Кто бы или что бы то ни было, оно отступило в темноту.
Пару мгновений я стояла неподвижно. А затем решительно повернулась и пошла к дверям. Прижалась к стеклу, прикрывшись ладонями от света, но снаружи только лунный свет мерцал между ветвей дерева, покачивающегося на ветру. У меня вырвался смешок. Как это похоже на меня – представить вместо лунного света призрак мамы.
Отперев дверь, я дернула створку, туго поехавшую по неровному пазу, и вышла в прохладную ночь.
Черная гладь с белыми, будто светящимися гребешками волн тянулась, докуда хватало глаз. Едва заметный абрис утесов виднелся слева, с растущим у самого обрыва кипарисом, напоминающим силуэт сумасшедшей с разметавшимися волосами.
Прибой шумел так, что теперь скорее напоминал канонаду. Выстрелы пушек звучали один за другим. Артиллерия не умолкала.

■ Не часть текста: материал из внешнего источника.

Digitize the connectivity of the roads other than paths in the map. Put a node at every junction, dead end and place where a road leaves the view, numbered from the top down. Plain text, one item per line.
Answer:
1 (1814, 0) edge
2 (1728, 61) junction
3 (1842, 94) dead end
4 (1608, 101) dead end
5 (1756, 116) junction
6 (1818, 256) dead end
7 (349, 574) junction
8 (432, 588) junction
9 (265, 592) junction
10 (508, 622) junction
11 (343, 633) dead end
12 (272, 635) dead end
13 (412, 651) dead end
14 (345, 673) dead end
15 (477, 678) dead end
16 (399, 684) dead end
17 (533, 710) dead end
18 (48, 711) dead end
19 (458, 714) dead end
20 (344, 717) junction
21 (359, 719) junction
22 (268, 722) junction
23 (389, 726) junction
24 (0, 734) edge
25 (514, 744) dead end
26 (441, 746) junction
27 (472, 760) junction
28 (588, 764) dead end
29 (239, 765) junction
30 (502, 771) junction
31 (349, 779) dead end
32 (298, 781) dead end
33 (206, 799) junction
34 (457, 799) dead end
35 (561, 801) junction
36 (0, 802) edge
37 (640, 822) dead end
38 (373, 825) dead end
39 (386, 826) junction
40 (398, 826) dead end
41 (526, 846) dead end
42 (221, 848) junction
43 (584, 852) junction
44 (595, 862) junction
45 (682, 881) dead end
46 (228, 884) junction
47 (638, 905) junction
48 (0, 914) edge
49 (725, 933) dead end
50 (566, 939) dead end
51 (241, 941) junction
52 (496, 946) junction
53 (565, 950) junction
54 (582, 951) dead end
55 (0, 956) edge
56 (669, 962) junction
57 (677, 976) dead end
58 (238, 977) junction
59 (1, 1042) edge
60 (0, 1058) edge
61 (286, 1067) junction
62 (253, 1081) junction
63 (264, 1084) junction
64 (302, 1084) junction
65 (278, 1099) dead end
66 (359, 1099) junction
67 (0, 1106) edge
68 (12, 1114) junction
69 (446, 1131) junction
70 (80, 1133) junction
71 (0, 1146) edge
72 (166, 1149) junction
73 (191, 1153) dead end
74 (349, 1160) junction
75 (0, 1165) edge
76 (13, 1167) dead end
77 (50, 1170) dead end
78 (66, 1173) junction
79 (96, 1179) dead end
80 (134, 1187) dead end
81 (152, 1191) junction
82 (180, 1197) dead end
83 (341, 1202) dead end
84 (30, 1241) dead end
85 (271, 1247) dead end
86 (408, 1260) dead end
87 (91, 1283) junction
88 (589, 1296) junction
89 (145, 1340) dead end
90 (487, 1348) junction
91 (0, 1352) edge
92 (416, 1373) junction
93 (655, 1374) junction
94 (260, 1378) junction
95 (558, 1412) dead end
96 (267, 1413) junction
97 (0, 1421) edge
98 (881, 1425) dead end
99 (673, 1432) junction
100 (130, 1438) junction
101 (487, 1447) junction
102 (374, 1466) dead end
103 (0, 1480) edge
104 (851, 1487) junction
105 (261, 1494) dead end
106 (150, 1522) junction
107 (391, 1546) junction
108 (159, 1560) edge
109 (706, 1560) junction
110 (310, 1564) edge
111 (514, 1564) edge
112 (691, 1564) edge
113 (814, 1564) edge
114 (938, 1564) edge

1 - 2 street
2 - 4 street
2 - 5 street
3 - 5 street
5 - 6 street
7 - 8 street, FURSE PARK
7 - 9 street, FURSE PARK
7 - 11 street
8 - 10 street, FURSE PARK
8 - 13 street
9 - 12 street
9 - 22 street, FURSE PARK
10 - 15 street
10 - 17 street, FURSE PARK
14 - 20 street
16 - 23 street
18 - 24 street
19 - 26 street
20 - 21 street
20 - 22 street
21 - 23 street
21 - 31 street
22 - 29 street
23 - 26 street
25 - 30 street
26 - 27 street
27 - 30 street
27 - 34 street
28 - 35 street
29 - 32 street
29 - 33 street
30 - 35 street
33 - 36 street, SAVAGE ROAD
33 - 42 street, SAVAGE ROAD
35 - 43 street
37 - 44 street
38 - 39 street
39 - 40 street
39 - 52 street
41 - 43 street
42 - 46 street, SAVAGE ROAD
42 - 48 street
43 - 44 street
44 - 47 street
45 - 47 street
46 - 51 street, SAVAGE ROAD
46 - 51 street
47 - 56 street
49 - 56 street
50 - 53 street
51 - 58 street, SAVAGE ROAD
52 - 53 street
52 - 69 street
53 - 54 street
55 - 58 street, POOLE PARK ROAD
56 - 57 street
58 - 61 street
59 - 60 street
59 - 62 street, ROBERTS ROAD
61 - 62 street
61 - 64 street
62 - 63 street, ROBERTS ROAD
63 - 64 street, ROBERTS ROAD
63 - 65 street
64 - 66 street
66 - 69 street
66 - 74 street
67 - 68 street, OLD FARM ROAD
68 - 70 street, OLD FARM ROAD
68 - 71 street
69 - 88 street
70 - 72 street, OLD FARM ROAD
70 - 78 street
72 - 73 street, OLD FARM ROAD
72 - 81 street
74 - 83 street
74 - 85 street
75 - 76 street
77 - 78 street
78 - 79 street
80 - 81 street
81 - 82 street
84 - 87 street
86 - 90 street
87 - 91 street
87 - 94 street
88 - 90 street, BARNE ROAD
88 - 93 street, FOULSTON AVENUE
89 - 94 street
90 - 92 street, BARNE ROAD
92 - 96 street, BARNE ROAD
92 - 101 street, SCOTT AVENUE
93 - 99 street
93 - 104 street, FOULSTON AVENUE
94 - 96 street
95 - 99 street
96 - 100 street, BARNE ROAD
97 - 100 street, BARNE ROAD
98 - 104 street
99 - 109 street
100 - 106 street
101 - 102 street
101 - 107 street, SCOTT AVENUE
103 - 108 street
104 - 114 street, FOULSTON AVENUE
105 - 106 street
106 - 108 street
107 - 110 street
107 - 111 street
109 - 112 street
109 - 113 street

И вдруг по коже побежали мурашки.
Такие мурашки расползаются от шеи и по всей макушке, когда за тобой кто-то наблюдает.
Я шмыгнула обратно в дом, дернула за стеклянную дверь и заперла ее на задвижку. Затем проверила входную дверь: там была замочная скважина из тех, в форме черепа, что делали для больших старомодных ключей.
Но ключа у меня не было. Внутри начала подниматься паника.
Прекрати! Сама себя пугаешь! Это все усталость. И дезориентирующий эффект от новой обстановки.
Просто надо поспать.
Я забралась в кровать, наслаждаясь свежестью белья, и укрылась пледом. Снова вспомнила о призрачной фигуре в зеркале, и в голову закралась другая мысль. Безумная женщина в вечернем платье.